With a few precious published story clips in hand, Dater walked into the offices at the Denver Post and a couple of days later found himself on the sports desk, taking prep scores over the phone.

A determined Dater got his big break in 1995, when he broke the story of the Avalanche (then the Quebec Nordiques) packing up their pucks and moving to Denver. He was given the hockey beat at the paper and, as the saying goes; the rest (of the sports story) is history. Dater, who has a blog entitled “All things Avs,” has been fortunate to cover his share of great moments with the Avalanche and the NHL, but none surpassed the feeling he got watching former Bruin and Boston legend Ray Bourque raising the cup over his head following the Avs’ Stanley Cup victory in 2001. “It was so surreal,” Dater said. “I grew up watching him as a kid and here I am covering him in Denver as an actual journalist.

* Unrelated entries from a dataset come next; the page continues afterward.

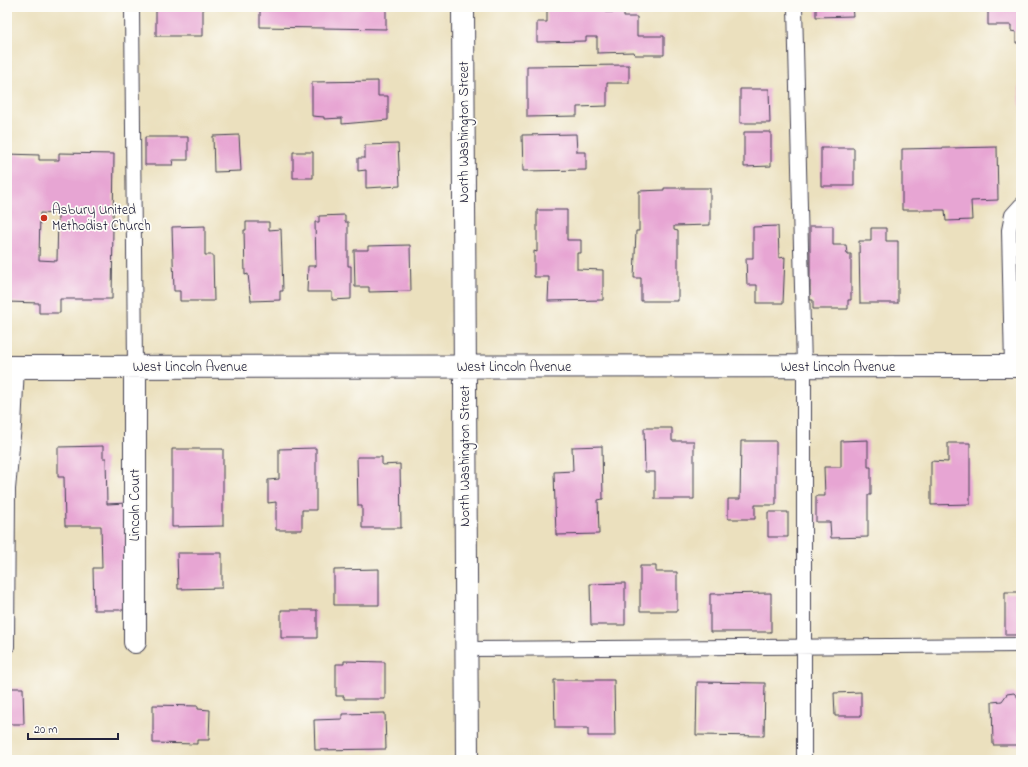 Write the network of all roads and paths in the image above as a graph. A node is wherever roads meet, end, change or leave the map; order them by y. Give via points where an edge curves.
1 (132, 7) edge
2 (464, 7) edge
3 (795, 7) edge
4 (1021, 205) edge
5 (1017, 366) edge
6 (12, 367) edge
7 (135, 367) junction
8 (465, 367) junction
9 (804, 367) junction
10 (135, 642) dead end
11 (804, 645) junction
12 (1021, 645) edge
13 (7, 647) edge
14 (467, 649) junction
15 (468, 760) edge
16 (804, 760) edge

1 - 7 lane
2 - 8 street, North Washington Street
3 - 9 lane
4 - 5 lane via 1012,215 1009,230
5 - 9 street, West Lincoln Avenue
6 - 7 street, West Lincoln Avenue
6 - 13 lane via 14,426 8,489
7 - 8 street, West Lincoln Avenue
7 - 10 street, Lincoln Court
8 - 9 street, West Lincoln Avenue
8 - 14 street, North Washington Street
9 - 11 lane
11 - 12 lane
11 - 14 lane
11 - 16 lane
14 - 15 street, North Washington Street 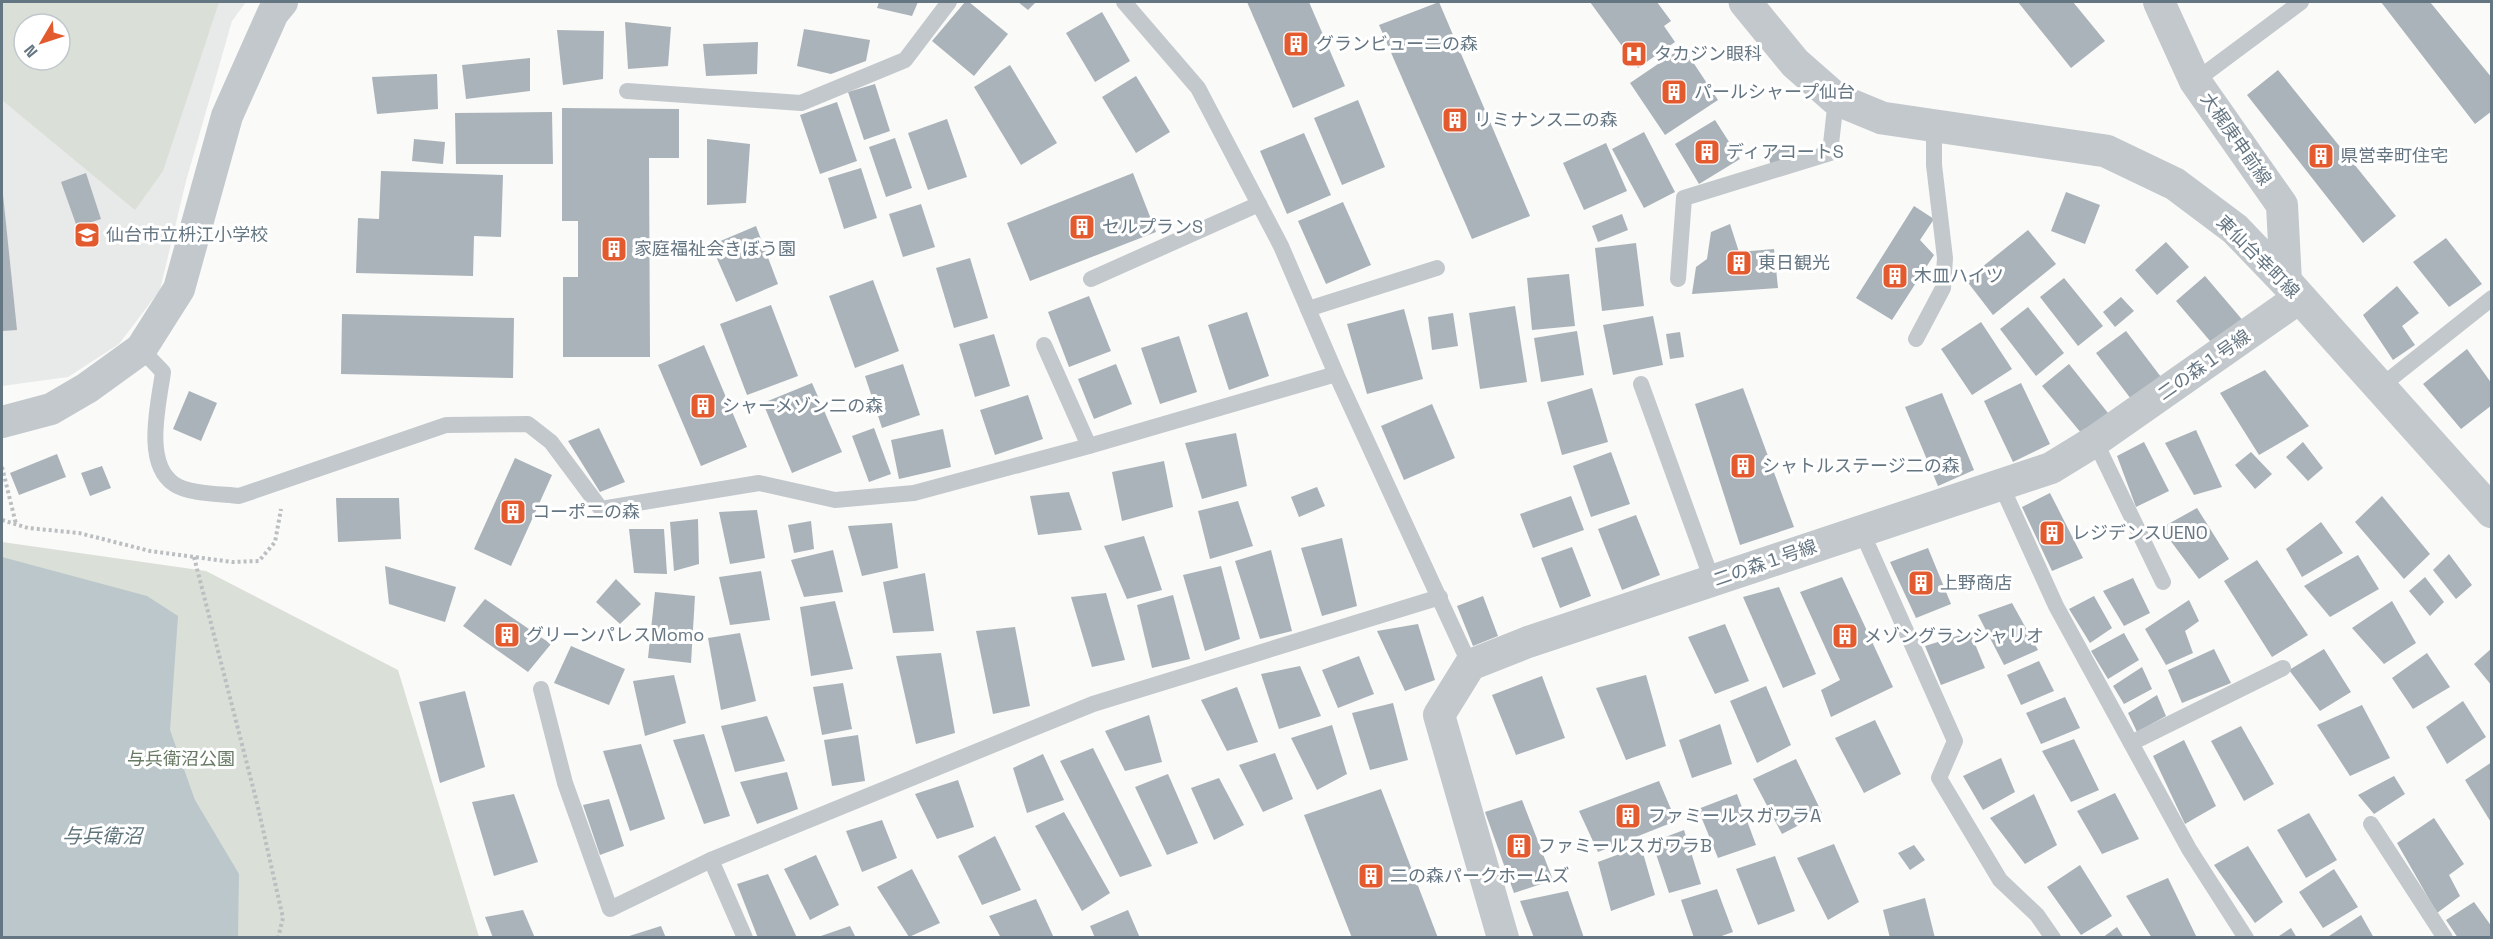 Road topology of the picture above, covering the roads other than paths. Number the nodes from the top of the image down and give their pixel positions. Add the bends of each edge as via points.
1 (282, 2) edge
2 (949, 2) edge
3 (1124, 2) edge
4 (1745, 2) edge
5 (2159, 2) edge
6 (2301, 2) edge
7 (2195, 81) junction
8 (627, 91) dead end
9 (1836, 99) junction
10 (1934, 126) junction
11 (1259, 204) junction
12 (1437, 268) dead end
13 (1090, 279) dead end
14 (1678, 279) dead end
15 (2293, 290) junction
16 (2492, 298) edge
17 (1308, 309) junction
18 (1916, 339) dead end
19 (1044, 345) dead end
20 (141, 349) junction
21 (1336, 374) junction
22 (1641, 384) dead end
23 (2380, 387) junction
24 (2, 422) edge
25 (2095, 441) junction
26 (1089, 446) junction
27 (2001, 485) junction
28 (2492, 512) edge
29 (1862, 530) junction
30 (1713, 580) junction
31 (2163, 582) dead end
32 (1440, 597) junction
33 (1470, 665) junction
34 (2283, 668) dead end
35 (541, 689) dead end
36 (2131, 743) junction
37 (2371, 824) dead end
38 (711, 860) junction
39 (745, 938) edge
40 (1503, 938) edge
41 (2053, 938) edge
42 (2246, 938) edge
43 (2445, 938) edge

1 - 20 street via 273,13 227,116 179,289
2 - 8 lane via 905,60 801,103
3 - 11 lane via 1198,88
4 - 9 street, 東仙台幸町線 via 1795,63
5 - 7 street, 大梶庚申前線
6 - 7 lane
7 - 15 street, 大梶庚申前線 via 2282,205
9 - 10 street, 東仙台幸町線 via 1882,118
9 - 14 lane via 1830,153 1684,198
10 - 15 street, 東仙台幸町線 via 2106,152 2175,184 2235,229
10 - 18 lane via 1934,165 1945,258 1943,288
11 - 13 lane
11 - 17 lane
12 - 17 lane
15 - 23 street, 東仙台幸町線
15 - 25 street, 二の森１号線
16 - 23 lane
17 - 21 lane
19 - 26 lane
20 - 24 street via 51,409
20 - 26 lane via 163,372 154,436 159,464 174,484 239,496 446,425 528,424 551,442 601,509 759,483 835,500 914,493
21 - 26 lane
21 - 32 lane
22 - 30 lane
23 - 28 street, 東仙台幸町線
25 - 27 street, 二の森１号線 via 2051,468
25 - 31 lane
27 - 29 street, 二の森１号線
27 - 36 lane via 2056,606
29 - 30 street, 二の森１号線
29 - 41 lane via 1955,741 1939,778 2000,880 2037,915
30 - 33 street, 二の森１号線
32 - 33 lane
32 - 38 lane via 1093,704
33 - 40 street via 1438,715
34 - 36 lane
35 - 38 lane via 565,783 610,909
36 - 42 lane via 2189,849
37 - 43 lane
38 - 39 lane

It’s something I’ll never get over.”

Dater, who has written several books about the sport and has been a freelance writer for Sports Illustrated’ s website, got to cover the Bruins during their Stanley Cup run two years ago. He wrote a story about Patrice Bergeron that appeared in the magazine’s commemorative Stanley Cup publication. “I wrote the story and didn’t know if it was going to run or not,” said Dater. “The story was due before the series was over. If the Bruins hadn’t won those final two games that issue obviously doesn’t come out. I have to admit that I was a Boston homer during the final two games.”

Dater, 48, lives in nearby Thornton, Colo., with wife Heidi and nine-year-old son Thomas. Adrian isn’t the only one in the Dater household who has developed a fondness for Boston athletes and teams. He passed along his passion to Thomas, who loves the Bruins and has a Fat Head photo of Tom Brady on his bedroom wall.

However, Dater, who broke the story about the end of the NHL strike, didn’t maintain his allegiance to the local team when it came to making a prediction on the Bruins and Blackhawk series, picking Chicago to capture the cup. “I’m famous for my jinxes. If you look on Twitter, you’ll see all the predications I got wrong,” he said. “I’m still sticking with the Blackhawks. Maybe that’s good news for Boston fans?”

Dater says he tries to return to Keene a couple times each year to visit with his folks and see what’s new around town. “I was blown away by the Keene State campus,’ he said. “It’s grown so much since I went there.”

Dater has grown-up too. Unsure about his plans after attending college, Dater is appreciative of the opportunity to work in a job that has allowed him to combine his love for sports and writing. “I remember sitting on Appian Way thinking, what the heck am I going to do? I felt hopelessly lost,” Dater confessed. “But that degree from Keene State turned out all right. I guess I didn’t know it at the time, but I still had some kind of drive. I had an incredible amount of luck, but I’ll also give myself some credit. I’m persistent and that’s my advice to kids out there – just be persistent. There’s going to be some tough breaks along the way, but generally if you hang on you’ll get somebody to give you a break.”